WORK TASK: Find the string "down" in the records. Copy every line it appears in.

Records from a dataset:
_ _ _ _ _ _ _

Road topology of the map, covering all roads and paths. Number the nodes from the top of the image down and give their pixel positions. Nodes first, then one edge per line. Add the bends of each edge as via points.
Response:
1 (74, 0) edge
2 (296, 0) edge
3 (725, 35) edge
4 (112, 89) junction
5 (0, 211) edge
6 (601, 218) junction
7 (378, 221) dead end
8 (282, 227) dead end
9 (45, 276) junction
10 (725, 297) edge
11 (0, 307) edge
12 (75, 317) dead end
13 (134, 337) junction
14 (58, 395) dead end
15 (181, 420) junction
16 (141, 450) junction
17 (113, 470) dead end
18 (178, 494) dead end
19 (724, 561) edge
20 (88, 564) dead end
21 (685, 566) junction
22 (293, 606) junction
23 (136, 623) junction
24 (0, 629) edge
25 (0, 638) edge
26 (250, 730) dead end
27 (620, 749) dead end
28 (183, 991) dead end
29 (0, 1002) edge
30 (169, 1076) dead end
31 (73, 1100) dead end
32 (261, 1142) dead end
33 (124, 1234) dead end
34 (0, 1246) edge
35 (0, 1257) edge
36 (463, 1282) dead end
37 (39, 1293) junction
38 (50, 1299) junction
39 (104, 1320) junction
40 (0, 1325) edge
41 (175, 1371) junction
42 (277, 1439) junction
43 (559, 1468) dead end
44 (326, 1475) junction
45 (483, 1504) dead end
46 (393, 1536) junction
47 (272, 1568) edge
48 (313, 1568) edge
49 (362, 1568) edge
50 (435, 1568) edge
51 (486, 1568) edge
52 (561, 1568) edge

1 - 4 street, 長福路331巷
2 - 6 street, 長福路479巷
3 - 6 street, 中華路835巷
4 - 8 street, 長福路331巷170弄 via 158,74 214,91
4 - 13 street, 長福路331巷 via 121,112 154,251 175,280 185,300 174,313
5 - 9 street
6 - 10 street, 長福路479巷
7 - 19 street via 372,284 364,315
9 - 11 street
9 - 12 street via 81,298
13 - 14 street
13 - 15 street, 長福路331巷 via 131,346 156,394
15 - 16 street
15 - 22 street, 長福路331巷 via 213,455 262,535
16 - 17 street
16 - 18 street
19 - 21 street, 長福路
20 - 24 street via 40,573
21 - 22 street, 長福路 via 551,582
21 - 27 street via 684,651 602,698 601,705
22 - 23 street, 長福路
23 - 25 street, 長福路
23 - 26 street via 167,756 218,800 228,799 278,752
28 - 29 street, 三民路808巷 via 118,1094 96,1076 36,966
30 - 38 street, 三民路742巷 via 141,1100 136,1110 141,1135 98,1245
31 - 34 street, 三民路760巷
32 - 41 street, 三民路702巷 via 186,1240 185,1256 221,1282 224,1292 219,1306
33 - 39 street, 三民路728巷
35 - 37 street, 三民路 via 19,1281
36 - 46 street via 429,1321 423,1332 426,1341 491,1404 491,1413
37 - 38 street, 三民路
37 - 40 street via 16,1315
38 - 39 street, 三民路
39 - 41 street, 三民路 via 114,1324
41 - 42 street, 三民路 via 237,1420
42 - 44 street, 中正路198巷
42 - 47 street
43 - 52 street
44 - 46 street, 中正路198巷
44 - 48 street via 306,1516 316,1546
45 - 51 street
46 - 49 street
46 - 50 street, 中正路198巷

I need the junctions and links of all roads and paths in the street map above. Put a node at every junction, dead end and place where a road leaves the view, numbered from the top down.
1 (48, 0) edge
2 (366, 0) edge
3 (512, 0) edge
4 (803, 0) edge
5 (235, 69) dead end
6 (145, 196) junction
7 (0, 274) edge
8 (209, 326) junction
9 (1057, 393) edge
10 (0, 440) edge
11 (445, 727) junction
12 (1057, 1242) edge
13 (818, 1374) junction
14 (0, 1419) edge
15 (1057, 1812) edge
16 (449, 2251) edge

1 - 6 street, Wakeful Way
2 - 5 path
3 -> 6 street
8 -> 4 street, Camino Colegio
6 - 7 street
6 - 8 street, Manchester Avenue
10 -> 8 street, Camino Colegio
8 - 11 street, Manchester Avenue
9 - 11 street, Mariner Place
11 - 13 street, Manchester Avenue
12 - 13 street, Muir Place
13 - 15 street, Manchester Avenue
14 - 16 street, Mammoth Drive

_ _ _ _ _ _ _

RESULT OF THIS TASK:
Road topology of the map, covering all roads and paths. Number the nodes from the top of the image down and give their pixel positions. Nodes first, then one edge per line. Add the bends of each edge as via points.
I need the junctions and links of all roads and paths in the street map above. Put a node at every junction, dead end and place where a road leaves the view, numbered from the top down.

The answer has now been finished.